*Brief*. From the records that follow, return exactly the lines beginning at the one that contains "wrist: (296, 452)" and ending at the one that contains "middle dip: (317, 388)", pictures left out.

*Data under study*.
= Beginning of Section =

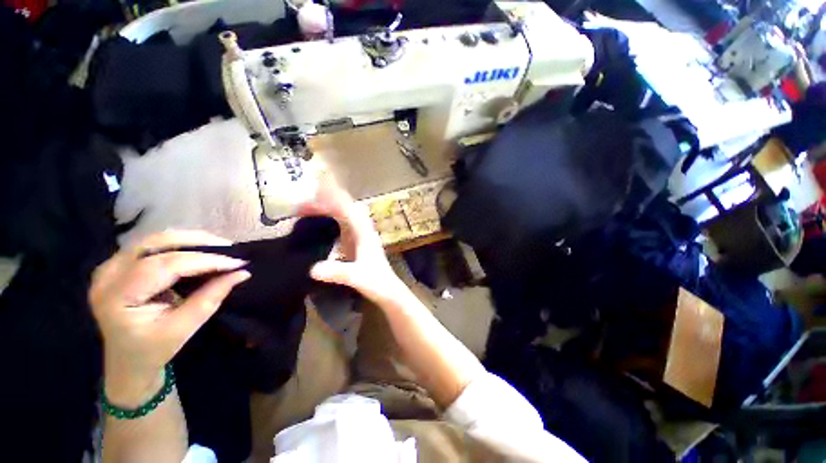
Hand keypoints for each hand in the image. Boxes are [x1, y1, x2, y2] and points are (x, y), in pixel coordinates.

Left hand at [89, 231, 250, 404]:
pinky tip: (199, 250)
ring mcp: (110, 266)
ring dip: (190, 240)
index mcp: (117, 297)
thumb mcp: (183, 328)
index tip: (237, 262)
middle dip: (197, 242)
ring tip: (219, 248)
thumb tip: (242, 273)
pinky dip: (180, 244)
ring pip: (154, 239)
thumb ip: (211, 298)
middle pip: (155, 244)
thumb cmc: (153, 350)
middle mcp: (107, 274)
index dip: (204, 261)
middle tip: (230, 248)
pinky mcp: (119, 264)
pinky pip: (152, 245)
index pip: (164, 266)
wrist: (126, 362)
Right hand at [298, 181, 404, 302]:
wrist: (387, 289)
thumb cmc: (375, 282)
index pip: (348, 209)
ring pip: (344, 214)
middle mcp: (362, 229)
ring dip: (328, 208)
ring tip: (306, 210)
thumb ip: (337, 272)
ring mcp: (360, 234)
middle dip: (326, 202)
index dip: (331, 200)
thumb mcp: (356, 277)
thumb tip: (312, 269)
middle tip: (302, 206)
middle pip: (345, 207)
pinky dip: (330, 218)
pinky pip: (342, 223)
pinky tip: (319, 222)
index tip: (311, 197)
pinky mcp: (356, 241)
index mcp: (364, 232)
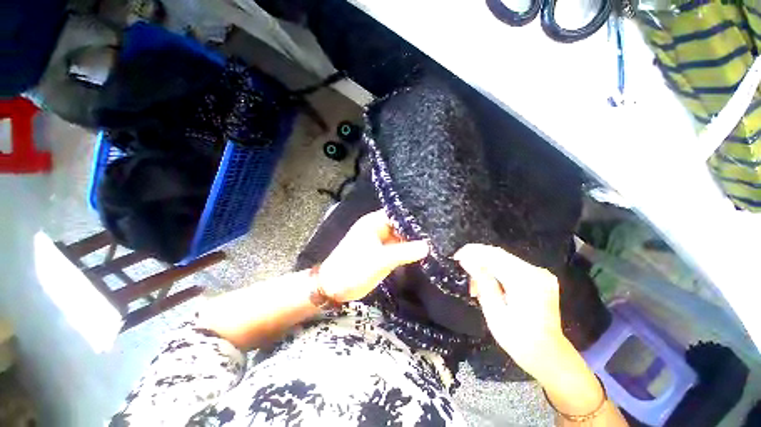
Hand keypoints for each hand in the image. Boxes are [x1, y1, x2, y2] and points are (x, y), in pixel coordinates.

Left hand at [318, 210, 428, 302]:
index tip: (432, 218)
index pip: (396, 213)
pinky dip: (408, 250)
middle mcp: (378, 229)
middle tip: (437, 231)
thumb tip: (427, 246)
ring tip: (435, 240)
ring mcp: (381, 242)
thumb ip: (403, 252)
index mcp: (373, 223)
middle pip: (400, 225)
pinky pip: (398, 249)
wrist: (334, 288)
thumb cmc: (353, 269)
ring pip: (401, 237)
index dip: (413, 215)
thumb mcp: (379, 260)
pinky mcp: (382, 254)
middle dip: (415, 228)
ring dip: (413, 240)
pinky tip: (423, 252)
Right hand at [454, 244, 569, 381]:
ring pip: (504, 259)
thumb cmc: (518, 339)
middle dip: (477, 259)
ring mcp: (540, 274)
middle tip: (463, 269)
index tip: (457, 256)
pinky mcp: (540, 278)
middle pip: (499, 255)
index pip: (494, 256)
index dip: (473, 252)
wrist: (548, 355)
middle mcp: (536, 272)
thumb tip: (467, 260)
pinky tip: (489, 284)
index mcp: (525, 282)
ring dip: (486, 267)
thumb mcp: (494, 313)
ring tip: (475, 285)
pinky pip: (512, 266)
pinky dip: (496, 271)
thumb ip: (482, 282)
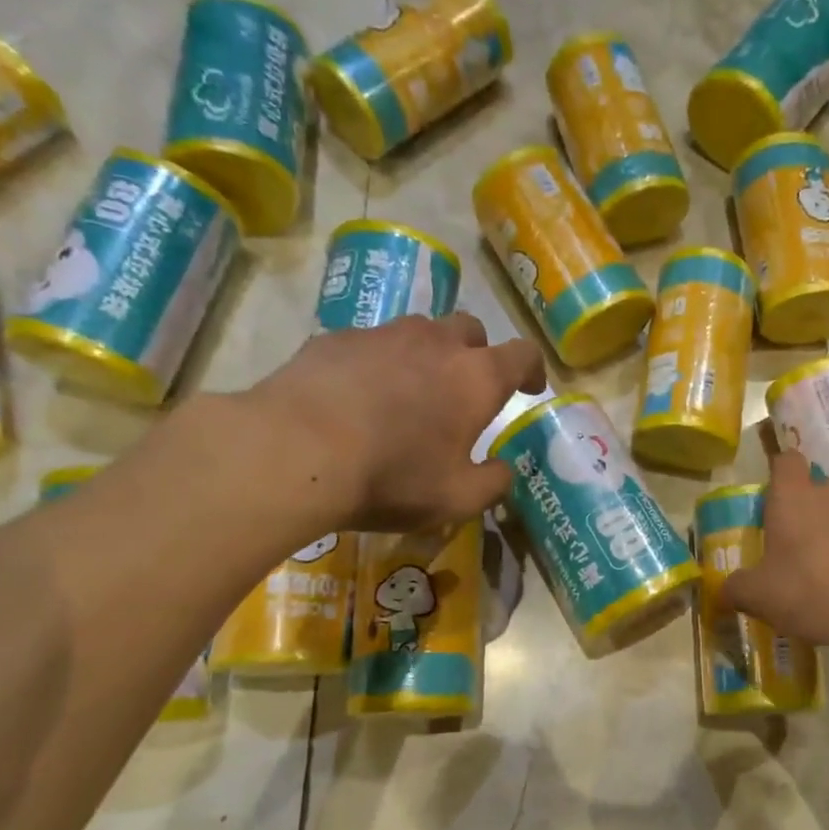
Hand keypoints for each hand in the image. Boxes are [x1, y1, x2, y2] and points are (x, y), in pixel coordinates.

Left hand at [227, 313, 545, 533]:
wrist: (296, 452)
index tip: (530, 388)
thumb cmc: (392, 477)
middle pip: (470, 329)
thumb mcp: (457, 500)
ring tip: (411, 390)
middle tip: (467, 387)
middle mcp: (436, 343)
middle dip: (478, 353)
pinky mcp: (336, 338)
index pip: (523, 354)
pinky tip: (359, 395)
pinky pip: (370, 343)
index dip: (532, 369)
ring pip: (419, 331)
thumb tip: (504, 470)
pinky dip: (378, 363)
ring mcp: (383, 334)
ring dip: (427, 354)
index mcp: (476, 378)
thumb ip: (492, 484)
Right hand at [725, 451, 828, 651]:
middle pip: (822, 487)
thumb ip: (738, 589)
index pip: (786, 461)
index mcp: (794, 497)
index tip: (775, 497)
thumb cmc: (815, 590)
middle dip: (814, 510)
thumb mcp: (762, 597)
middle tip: (805, 547)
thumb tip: (723, 590)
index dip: (780, 473)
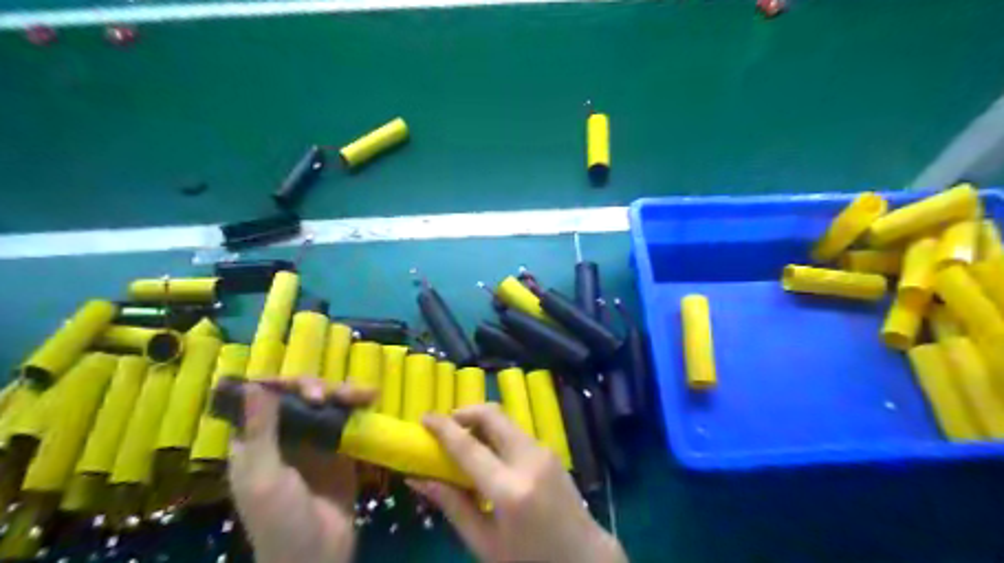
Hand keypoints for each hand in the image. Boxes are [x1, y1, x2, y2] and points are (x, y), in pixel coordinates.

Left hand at [227, 377, 376, 561]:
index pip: (264, 399)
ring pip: (328, 403)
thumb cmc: (280, 521)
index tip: (303, 389)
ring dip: (344, 392)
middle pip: (300, 396)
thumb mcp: (265, 477)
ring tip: (363, 395)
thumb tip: (254, 384)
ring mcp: (315, 441)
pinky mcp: (342, 448)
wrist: (318, 556)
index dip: (283, 385)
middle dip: (317, 388)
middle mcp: (285, 435)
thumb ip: (261, 431)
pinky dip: (360, 405)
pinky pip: (349, 418)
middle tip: (329, 397)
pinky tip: (371, 399)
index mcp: (256, 442)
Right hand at [408, 405, 624, 562]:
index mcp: (510, 490)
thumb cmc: (529, 559)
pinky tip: (488, 452)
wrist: (584, 558)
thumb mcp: (484, 542)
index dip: (443, 428)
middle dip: (465, 412)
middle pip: (493, 415)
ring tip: (464, 440)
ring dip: (481, 421)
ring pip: (506, 419)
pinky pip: (516, 431)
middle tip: (446, 425)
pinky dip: (496, 432)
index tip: (424, 417)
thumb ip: (452, 505)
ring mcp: (544, 451)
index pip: (469, 448)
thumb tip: (418, 478)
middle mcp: (529, 460)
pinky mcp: (551, 450)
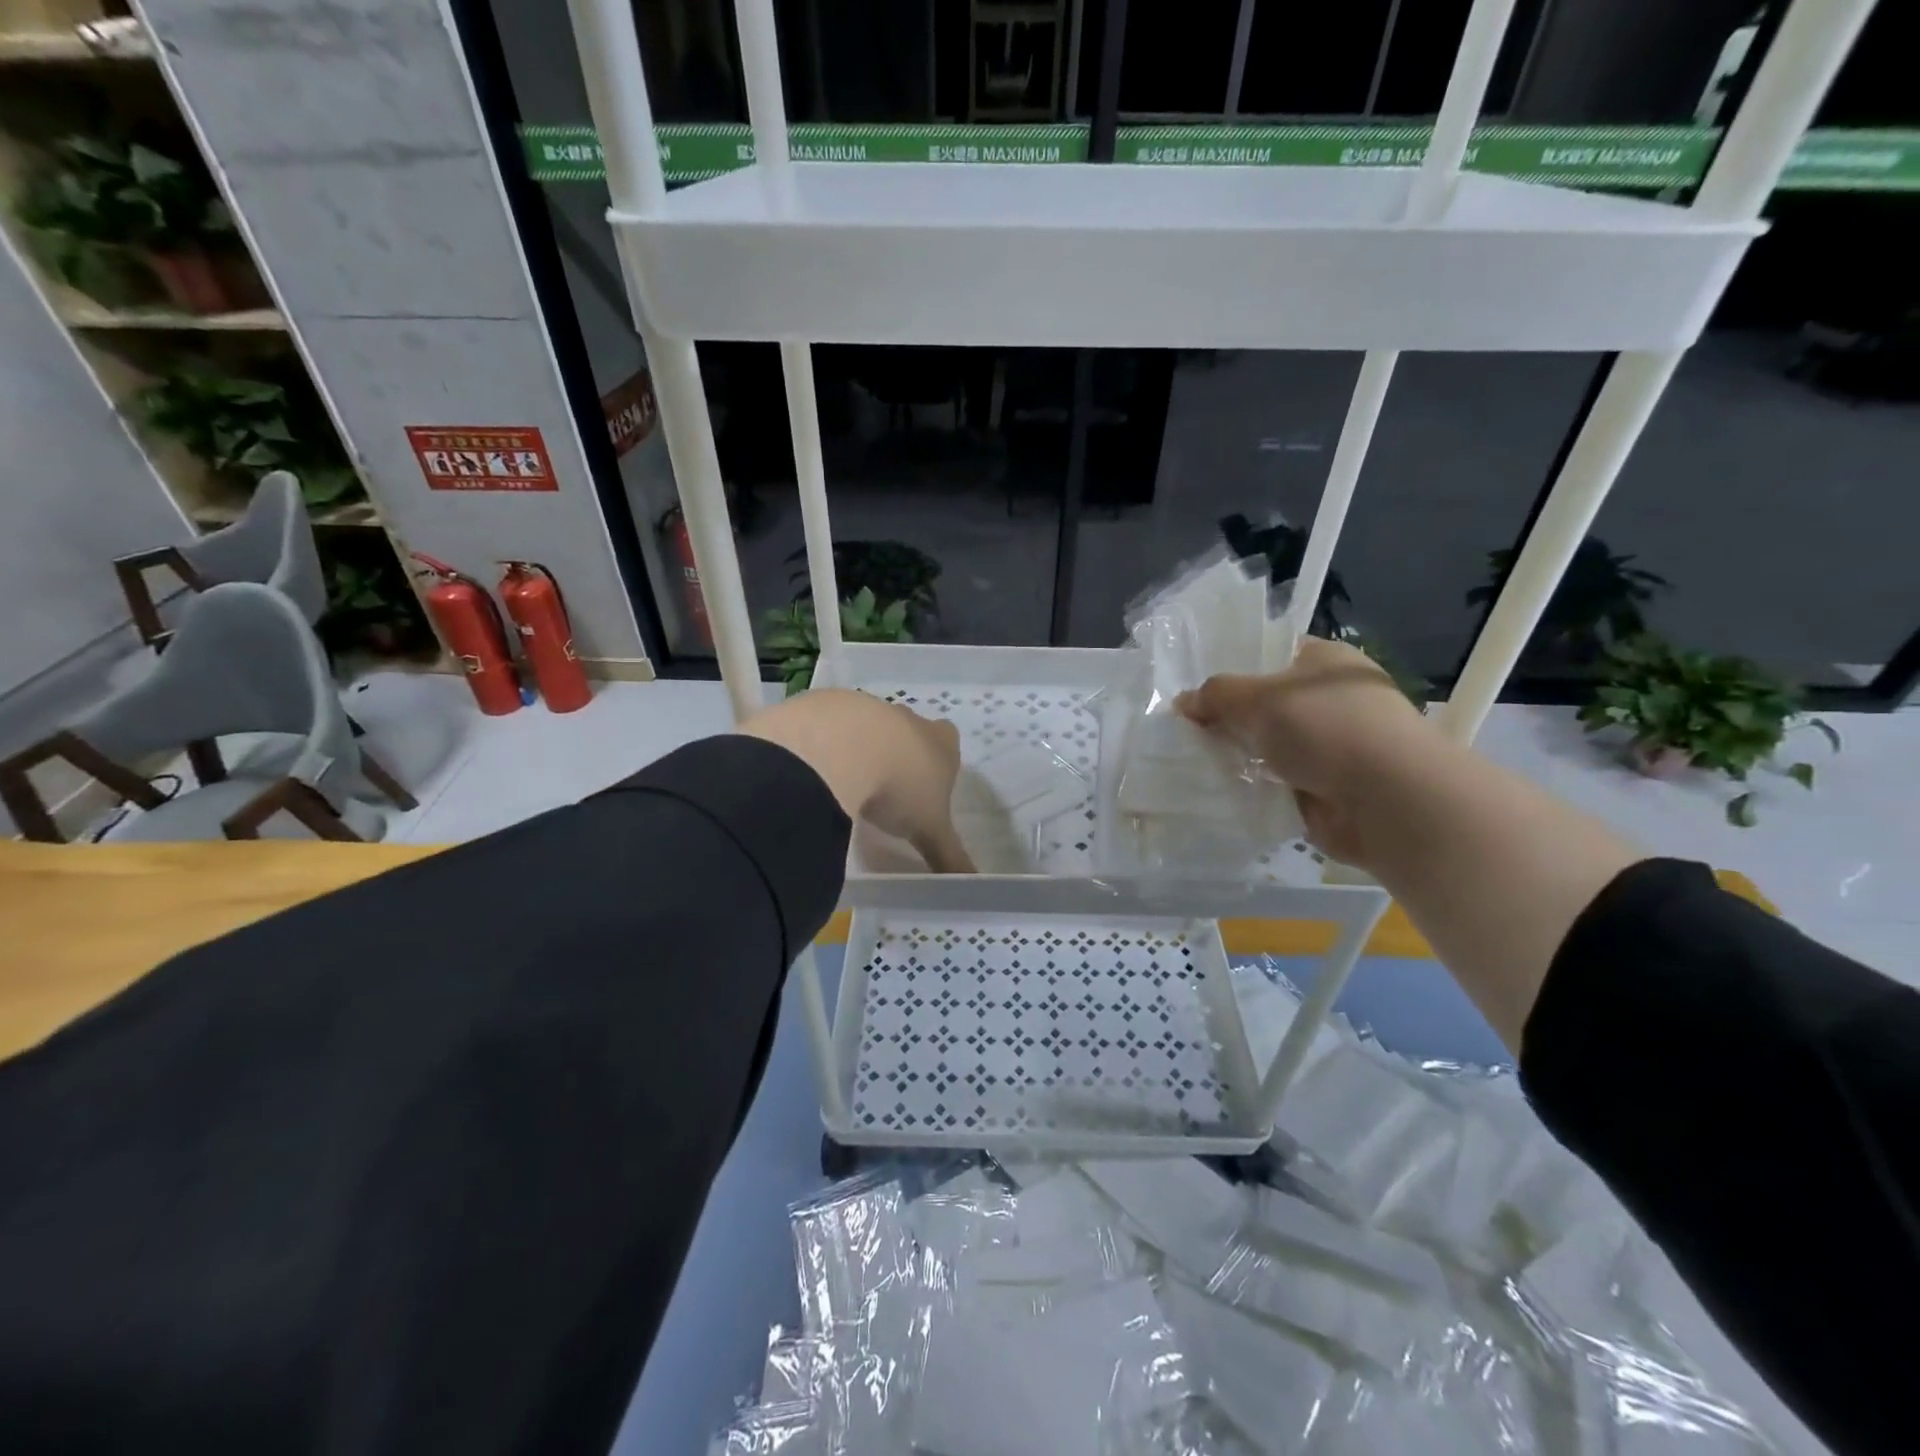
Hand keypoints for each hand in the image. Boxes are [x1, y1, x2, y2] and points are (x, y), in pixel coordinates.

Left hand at [740, 689, 974, 872]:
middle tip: (886, 791)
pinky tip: (813, 771)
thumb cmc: (899, 787)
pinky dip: (824, 745)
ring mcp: (866, 706)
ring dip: (860, 749)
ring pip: (868, 726)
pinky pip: (828, 725)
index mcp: (940, 742)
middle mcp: (907, 718)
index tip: (925, 790)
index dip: (939, 764)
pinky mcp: (826, 703)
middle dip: (899, 756)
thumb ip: (949, 858)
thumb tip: (973, 887)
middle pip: (909, 732)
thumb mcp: (928, 831)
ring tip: (845, 784)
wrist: (840, 748)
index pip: (949, 743)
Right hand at [1175, 637, 1430, 864]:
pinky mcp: (1325, 787)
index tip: (1195, 686)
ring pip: (1268, 746)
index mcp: (1325, 662)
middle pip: (1265, 704)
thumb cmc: (1326, 727)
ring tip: (1190, 759)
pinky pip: (1275, 782)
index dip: (1233, 666)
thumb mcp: (1258, 698)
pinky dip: (1252, 787)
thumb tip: (1184, 701)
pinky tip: (1216, 790)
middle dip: (1228, 717)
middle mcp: (1330, 700)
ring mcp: (1330, 746)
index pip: (1271, 654)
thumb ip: (1216, 695)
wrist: (1387, 799)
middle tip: (1184, 726)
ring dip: (1238, 755)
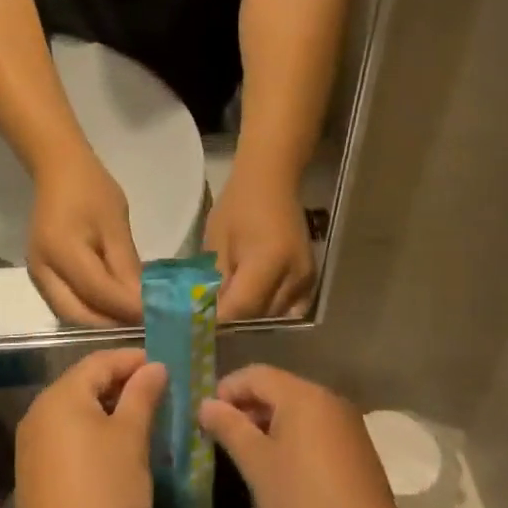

= End of Section =

*Result for this exercise*.
wrist: (296, 452)
index tip: (530, 388)
thumb cmc: (392, 477)
middle pip: (470, 329)
thumb mcp: (457, 500)
ring tip: (411, 390)
middle tip: (467, 387)
middle mcp: (436, 343)
middle dip: (478, 353)
pinky mcp: (336, 338)
index pip: (523, 354)
pinky tip: (359, 395)
pinky pip: (370, 343)
index dip: (532, 369)
ring pip: (419, 331)
thumb tip: (504, 470)
pinky dip: (378, 363)
ring mcp: (383, 334)
ring dip: (427, 354)
index mcp: (476, 378)
thumb ip: (492, 484)
Right hand at [725, 451, 828, 651]:
middle pip: (822, 487)
thumb ip: (738, 589)
index pip: (786, 461)
index mcp: (794, 497)
index tip: (775, 497)
thumb cmc: (815, 590)
middle dip: (814, 510)
thumb mcp: (762, 597)
middle tip: (805, 547)
thumb tip: (723, 590)
index dip: (780, 473)
Hand keypoints for each hand in the image. Boxes are [x1, y1, x2, y2] and points are (x, y), in pixel coordinates.

Left hand at [227, 377, 376, 561]:
index pip: (264, 399)
ring pip: (328, 403)
thumb cmc: (280, 521)
index tip: (303, 389)
ring dip: (344, 392)
middle pip: (300, 396)
thumb mcp: (265, 477)
ring tip: (363, 395)
thumb tip: (254, 384)
ring mcp: (315, 441)
pinky mcp: (342, 448)
wrist: (318, 556)
index dip: (283, 385)
middle dip: (317, 388)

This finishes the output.